▸ **Activity**
Could you copy each line of the listing below that has the word "scale"?

▸ **Data for this exercise**
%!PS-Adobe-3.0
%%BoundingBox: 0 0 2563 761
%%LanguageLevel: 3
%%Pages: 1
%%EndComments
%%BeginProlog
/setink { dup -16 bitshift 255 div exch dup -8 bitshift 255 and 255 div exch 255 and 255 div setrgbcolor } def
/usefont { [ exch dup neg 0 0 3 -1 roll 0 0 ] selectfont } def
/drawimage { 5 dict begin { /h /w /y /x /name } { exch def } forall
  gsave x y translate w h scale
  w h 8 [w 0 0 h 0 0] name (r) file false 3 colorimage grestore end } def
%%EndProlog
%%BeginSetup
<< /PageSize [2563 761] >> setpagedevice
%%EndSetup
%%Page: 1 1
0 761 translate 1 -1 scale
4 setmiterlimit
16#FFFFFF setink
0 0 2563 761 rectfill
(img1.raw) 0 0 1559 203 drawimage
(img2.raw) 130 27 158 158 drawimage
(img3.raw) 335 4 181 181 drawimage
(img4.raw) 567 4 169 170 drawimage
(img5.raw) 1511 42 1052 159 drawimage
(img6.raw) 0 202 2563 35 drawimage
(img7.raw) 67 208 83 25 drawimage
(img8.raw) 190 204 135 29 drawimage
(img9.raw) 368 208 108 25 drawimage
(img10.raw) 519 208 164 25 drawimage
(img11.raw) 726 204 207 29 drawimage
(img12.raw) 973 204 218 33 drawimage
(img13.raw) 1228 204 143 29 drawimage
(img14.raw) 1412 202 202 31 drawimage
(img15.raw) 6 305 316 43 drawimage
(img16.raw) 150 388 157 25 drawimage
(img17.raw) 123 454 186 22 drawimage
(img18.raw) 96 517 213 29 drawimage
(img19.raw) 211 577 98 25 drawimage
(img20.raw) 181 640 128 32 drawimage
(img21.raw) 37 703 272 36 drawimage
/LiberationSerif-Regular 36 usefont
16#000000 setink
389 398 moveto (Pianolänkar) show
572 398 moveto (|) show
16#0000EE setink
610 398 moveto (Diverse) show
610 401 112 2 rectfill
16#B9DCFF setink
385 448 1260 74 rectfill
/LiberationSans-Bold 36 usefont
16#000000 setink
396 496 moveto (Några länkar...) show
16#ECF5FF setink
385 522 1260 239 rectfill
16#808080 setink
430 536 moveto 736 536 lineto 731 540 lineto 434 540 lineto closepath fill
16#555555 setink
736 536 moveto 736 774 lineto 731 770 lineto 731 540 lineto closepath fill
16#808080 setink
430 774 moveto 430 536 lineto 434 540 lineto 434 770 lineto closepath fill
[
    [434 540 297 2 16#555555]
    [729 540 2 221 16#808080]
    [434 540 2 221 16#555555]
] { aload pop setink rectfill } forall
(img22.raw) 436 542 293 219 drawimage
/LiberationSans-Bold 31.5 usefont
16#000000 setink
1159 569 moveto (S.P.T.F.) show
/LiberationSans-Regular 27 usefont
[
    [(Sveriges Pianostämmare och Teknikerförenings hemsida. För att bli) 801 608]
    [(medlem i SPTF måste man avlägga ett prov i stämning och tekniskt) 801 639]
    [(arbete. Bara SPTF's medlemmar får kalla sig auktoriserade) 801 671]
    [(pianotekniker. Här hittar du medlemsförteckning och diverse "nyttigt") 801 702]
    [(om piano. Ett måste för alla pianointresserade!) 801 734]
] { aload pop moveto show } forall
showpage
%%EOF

==

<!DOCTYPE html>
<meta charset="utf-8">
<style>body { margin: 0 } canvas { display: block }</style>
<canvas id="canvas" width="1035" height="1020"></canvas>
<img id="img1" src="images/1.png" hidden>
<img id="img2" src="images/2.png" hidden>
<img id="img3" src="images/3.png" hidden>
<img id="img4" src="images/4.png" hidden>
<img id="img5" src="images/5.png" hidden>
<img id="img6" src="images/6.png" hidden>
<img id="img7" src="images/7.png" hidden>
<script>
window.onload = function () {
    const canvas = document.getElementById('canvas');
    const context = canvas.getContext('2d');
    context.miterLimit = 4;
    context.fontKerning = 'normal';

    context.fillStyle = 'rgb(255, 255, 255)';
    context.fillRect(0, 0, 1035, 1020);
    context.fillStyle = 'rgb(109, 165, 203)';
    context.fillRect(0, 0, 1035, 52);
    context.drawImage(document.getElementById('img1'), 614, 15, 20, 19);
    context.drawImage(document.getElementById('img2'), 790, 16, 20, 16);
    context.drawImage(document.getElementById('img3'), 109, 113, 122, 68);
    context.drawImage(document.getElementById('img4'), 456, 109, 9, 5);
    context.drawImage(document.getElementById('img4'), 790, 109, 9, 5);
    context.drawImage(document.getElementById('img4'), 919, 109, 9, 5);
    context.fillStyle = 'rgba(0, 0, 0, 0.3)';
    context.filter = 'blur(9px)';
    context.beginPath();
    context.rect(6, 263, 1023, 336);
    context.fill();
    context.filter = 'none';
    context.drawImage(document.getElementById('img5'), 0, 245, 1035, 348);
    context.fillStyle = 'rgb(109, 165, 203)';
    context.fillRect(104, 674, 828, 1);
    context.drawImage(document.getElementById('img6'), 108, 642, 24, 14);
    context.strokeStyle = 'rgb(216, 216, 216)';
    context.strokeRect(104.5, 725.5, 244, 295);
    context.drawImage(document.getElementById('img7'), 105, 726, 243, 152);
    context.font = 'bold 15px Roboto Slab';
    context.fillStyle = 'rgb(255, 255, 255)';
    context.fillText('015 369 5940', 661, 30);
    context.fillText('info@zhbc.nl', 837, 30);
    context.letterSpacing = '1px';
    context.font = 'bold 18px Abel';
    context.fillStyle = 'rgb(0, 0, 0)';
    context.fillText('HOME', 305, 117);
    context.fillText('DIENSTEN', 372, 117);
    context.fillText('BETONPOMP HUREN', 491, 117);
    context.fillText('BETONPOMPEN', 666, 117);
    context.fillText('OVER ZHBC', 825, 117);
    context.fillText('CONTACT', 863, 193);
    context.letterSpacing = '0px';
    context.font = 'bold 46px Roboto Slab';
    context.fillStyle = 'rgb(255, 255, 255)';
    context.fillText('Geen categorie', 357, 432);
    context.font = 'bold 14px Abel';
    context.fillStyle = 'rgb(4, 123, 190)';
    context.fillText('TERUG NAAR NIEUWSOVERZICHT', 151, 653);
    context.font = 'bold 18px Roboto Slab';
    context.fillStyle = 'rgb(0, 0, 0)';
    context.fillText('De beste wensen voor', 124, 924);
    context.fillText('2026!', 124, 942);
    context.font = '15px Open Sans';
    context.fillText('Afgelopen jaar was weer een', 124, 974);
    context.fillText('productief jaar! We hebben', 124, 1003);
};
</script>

---

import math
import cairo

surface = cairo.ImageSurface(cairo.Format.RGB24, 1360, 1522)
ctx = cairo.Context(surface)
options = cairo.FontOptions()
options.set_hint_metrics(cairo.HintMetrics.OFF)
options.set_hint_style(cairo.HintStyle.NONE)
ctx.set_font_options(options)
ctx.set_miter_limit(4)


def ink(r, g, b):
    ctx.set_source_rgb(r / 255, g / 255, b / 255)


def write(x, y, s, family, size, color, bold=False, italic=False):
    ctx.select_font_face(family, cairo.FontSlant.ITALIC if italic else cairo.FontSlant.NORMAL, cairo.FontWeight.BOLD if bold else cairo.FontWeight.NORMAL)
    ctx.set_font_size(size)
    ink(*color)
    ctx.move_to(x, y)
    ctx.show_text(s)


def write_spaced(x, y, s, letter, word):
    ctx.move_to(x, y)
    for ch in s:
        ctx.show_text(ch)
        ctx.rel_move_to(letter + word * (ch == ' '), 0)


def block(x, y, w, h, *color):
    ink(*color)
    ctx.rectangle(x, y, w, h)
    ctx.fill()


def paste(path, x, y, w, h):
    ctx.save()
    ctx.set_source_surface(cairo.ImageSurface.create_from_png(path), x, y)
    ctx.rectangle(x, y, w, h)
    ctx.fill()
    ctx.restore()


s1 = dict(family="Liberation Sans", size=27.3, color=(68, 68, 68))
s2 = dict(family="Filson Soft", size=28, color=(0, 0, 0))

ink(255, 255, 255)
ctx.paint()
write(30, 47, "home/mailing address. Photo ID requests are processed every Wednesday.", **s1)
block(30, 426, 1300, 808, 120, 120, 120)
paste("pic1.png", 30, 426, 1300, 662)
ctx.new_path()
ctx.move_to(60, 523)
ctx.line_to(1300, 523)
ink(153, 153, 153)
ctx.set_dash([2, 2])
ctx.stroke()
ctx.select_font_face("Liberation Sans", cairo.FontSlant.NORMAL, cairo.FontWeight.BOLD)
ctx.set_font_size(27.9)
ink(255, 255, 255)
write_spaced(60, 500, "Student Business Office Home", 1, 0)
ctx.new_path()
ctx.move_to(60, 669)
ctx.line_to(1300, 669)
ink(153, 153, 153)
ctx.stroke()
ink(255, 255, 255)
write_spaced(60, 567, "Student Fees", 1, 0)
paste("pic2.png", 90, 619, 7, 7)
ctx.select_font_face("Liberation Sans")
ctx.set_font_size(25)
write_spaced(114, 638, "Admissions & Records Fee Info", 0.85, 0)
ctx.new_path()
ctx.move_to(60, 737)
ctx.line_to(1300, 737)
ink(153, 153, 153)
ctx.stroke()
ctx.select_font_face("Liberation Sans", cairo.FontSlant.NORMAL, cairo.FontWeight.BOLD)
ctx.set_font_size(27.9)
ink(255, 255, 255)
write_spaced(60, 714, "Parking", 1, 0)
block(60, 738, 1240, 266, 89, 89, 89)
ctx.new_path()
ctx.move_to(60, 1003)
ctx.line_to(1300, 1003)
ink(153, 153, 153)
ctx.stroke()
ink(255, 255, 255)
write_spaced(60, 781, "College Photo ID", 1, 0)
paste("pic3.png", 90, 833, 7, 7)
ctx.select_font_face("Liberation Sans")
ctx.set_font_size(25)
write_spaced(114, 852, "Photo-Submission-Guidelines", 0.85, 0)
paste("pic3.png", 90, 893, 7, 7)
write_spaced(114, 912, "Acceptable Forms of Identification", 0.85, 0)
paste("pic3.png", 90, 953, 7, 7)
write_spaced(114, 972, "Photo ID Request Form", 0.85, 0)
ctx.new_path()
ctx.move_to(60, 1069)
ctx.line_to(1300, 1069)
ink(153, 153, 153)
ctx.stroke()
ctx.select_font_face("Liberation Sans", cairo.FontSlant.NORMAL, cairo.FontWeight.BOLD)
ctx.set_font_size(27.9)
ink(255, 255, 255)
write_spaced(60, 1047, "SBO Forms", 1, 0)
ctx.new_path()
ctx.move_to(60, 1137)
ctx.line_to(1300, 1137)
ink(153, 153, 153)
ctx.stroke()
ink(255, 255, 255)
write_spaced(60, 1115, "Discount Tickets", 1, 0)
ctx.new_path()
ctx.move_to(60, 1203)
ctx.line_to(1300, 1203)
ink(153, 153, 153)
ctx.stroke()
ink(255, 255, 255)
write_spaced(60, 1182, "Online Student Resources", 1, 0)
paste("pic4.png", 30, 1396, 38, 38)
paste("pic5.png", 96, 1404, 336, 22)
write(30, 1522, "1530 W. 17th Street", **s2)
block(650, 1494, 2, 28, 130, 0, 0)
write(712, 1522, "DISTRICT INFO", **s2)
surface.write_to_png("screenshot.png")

▸ **Result of the exercise**
  gsave x y translate w h scale
0 761 translate 1 -1 scale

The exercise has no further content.